Al cabo de un rato les habló; pero las respuestas de ellos fueron lentas y prudentes. Se
dieron a conocer como Mablung y Damrod, soldados de Gondor, y eran montaraces de
Ithilien; pues descendían de gentes que habitaran antaño en Ithilien, antes de la invasión.
Entre estos hombres el Señor Denethor escogía sus adelantados, que cruzaban secretamente
el Anduin (cómo y por dónde no lo dijeron) para hostigar a los orcos y a otros enemigos
que merodeaban entre los Ephel Dúath y el Río.
-Hay casi diez leguas desde aquí a la costa oriental del Anduin -dijo Mablung- y rara
vez llegamos tan lejos en nuestras expediciones: hemos venido a tender una emboscada a
los Hombres de Harad. ¡Malditos sean!
-Sí, ¡malditos Sureños! -dijo Damrod-. Se dice que antiguamente hubo tratos entre
Gondor y los Reinos de Harad en el Lejano Sur; pero nunca una amistad. En aquellos días
nuestras fronteras estaban al sur más allá de las bocas de Anduin, y Umbar, el más cercano
de los reinos de Harad, reconocía nuestro imperio. Pero eso ocurrió tiempo atrás. Muchas
vidas de hombres se han sucedido desde que dejamos de visitarnos. Y ahora,
recientemente, hemos sabido que el Enemigo ha estado entre ellos y que se han sometido o
han vuelto a Él (siempre estuvieron prontos a obedecer), como lo hicieron tantos otros en el
Este. No hay duda de que los días de Gondor están contados, y que los muros de Minas
Tirith están condenados, tal es la fuerza y la malicia que hay en Él.

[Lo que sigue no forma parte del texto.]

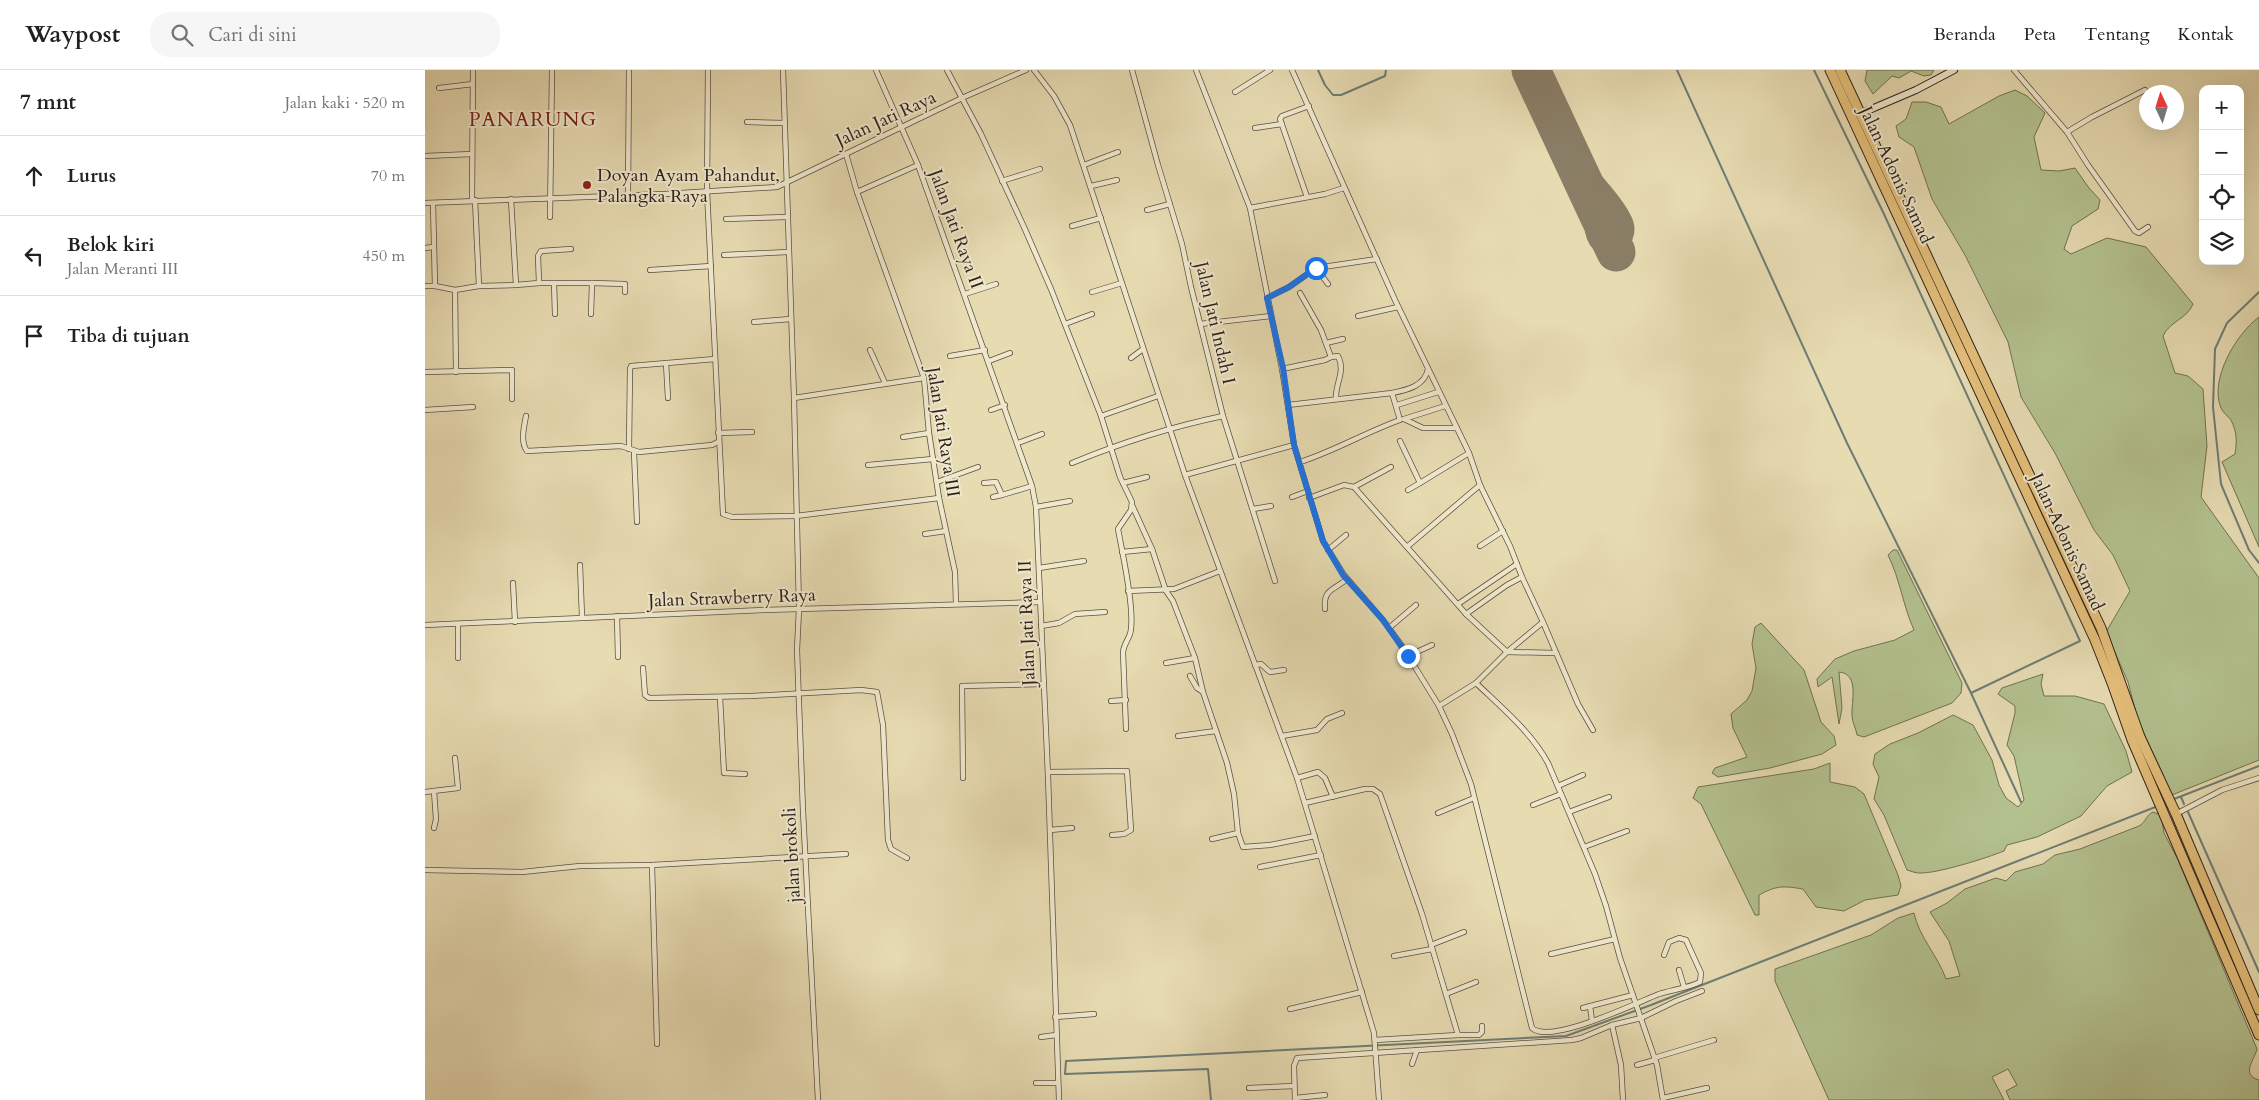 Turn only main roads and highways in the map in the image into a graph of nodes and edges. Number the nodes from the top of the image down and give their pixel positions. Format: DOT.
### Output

-Sin embargo nosotros no vamos a quedarnos ociosos y permitirle que haga lo que
quiera -dijo Mablung-. Esos malditos Sureños vienen ahora por los caminos antiguos a
engrosar los ejércitos de la Torre Oscura. Sí, por los mismos caminos que creó el arte de
Gondor. Y avanzan cada vez más despreocupados, hemos sabido, seguros de que el poder
del nuevo amo es suficientemente grande, y que la simple sombra de esas colinas habrá de
protegerlos. Nosotros venimos a enseñarles otra lección. Nos hemos enterado hace
algunos días de que una hueste numerosa se encaminaba al Norte. Según nuestras
estimaciones, uno de los regimientos aparecerá aquí poco antes del mediodía, en el camino
de allá arriba que pasa por la garganta. ¡Puede que el camino la pase, pero ellos no pasarán!
No mientras Faramir sea quien conduzca todas las empresas peligrosas. Pero un sortile gio
le protege la vida, o tal vez el destino se la reserva para algún otro fin.
La conversación se extinguió en un silencio expectante. Todo parecía inmóvil, atento.
Sam, acurrucado en el borde del helechal, espió asomando la cabeza. Los ojos penetrantes
del hobbit vieron más hombres en las cercanías. Los veía subir furtivamente por las
cuestas, de a uno o en largas columnas, manteniéndose siempre a la sombra de la espesura
de los bosquecillos, o arrastrándose, apenas visibles en las ropas pardas y verdes, a través
de la hierba y los matorrales. Todos estaban encapuchados y enmascarados, y llevaban las
manos enguantadas, e iban armados como Faramir y sus compañeros. Pronto todos pasaron
y desaparecieron. El sol subía por el Sur. Las sombras se encogían.